Love letters don't have to be confined to your spouse. As a teenager I gave out a love letter every year at Christmas. I would pick one family member I wanted to recognize for the special meaning they had in my life. This last year I bought a gift card for 1 cup of coffee for a group of co-workers that had been killing themselves. This isn't a grand gesture, but I wrote a note to them saying a simple thank you. I meant it sincerely. Put your love on display to the one's you love. Don't advertise what you do to the masses. Show it in little ways everyday that you are engaged and paying attention to what goes on around you. People in your life are pouring their love onto you. Can you see it? Are you recognizing it and then returning it with the same enthusiasm?

The point of this post was not to tell teh whole world how much I love my husband and how fabulous our marriage is. We are married and everyday you work to make it a success and that is what we do. The point of this post is to say to you as a reader, what and who are you passionate about? If you know what that is are you expressing that passion in a way that is tangible to those that need to hear it? Take action! You will be paid back ten fold for every small step action you make.
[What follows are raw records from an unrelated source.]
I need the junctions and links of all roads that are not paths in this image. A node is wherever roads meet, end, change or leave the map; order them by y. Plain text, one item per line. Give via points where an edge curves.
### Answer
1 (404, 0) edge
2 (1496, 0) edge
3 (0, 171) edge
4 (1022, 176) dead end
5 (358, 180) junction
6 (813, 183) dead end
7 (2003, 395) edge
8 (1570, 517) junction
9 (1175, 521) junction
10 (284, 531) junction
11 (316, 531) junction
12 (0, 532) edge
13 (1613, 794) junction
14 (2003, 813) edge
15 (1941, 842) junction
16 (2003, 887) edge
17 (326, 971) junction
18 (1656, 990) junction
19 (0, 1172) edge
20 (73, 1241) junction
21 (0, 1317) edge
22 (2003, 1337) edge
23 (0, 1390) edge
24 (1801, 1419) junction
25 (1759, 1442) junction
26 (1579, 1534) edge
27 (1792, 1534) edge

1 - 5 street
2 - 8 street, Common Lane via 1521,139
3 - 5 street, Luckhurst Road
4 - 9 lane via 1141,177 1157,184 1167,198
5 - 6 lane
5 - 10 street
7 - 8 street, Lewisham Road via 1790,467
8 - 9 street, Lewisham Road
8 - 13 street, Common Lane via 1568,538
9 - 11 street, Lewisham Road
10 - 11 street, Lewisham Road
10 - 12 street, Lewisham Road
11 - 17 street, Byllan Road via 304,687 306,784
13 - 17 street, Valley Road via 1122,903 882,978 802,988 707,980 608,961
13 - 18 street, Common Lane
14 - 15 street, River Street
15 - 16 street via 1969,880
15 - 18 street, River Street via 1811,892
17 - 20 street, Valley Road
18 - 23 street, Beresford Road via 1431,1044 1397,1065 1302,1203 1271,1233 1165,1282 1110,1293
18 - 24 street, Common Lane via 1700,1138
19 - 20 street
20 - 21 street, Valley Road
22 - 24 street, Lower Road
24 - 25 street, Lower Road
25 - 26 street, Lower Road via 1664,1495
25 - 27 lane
I love you Rob! You are my sunshine!

Monday, February 22, 2010

Who have you appreciated lately?

Instead of asking someone "What have you done for me lately?" Perhaps we should look in the mirror and ask who have we appreciated lately? Stop and think about the day you had today. How many times did you have a thought around whether someone was going to notice what you were doing and appreciate it for the gift that it was.

Everyone wants what they do to be noticed. Even commented on in as positive a light as possible. Aren't we taught to think to yourself "If I died today what would people say about me at my funeral?" That question will work for both purposes I suppose, but the point is still the same. Can we take our natural inclination to worry about ourselves and put it aside to recognize someone for something they are doing around them?

The general rule is that what you think about you bring about. It seems all the worrying that we do about people noticing our good works would be more highly recognized should we employ the idea of doing unto others as you have them do unto you.

All very cliche' but true all the same. Do you have a co-worker that takes a genuine interest in you and what you are doing? A friend that takes time to sincerely and specifically thank you for something that you have done? A complete stranger that thanks you for opening the door for them? It seems that we should be able to employ that same gratitude.

That doesn't mean running around trying to create a love fest all around you. This becomes overkill and turns into an in-sincere gesture that people becomes suspicious of. The trouble is that you have to be thoughtful and sincere in the appreciation that you apply.

Thank you is a simple courtesy, but going to someone and really thanking them for something that had a particular impact on you means a lot to people. They feel noticed and valuable. These are relationship builders that will benefit you for the rest of your life. Even if you do not remain in contact with that person for years to come. It will still create a persona for yourself that says you think about something other than yourself. Your purpose is for the greater good and not for the greater you. Resulting in your own need to be recognized to be fed at a level that you require.

First you have to decide if that is what you want in your life. Once the decision is made ask yourself..."Who have I appreciated today?"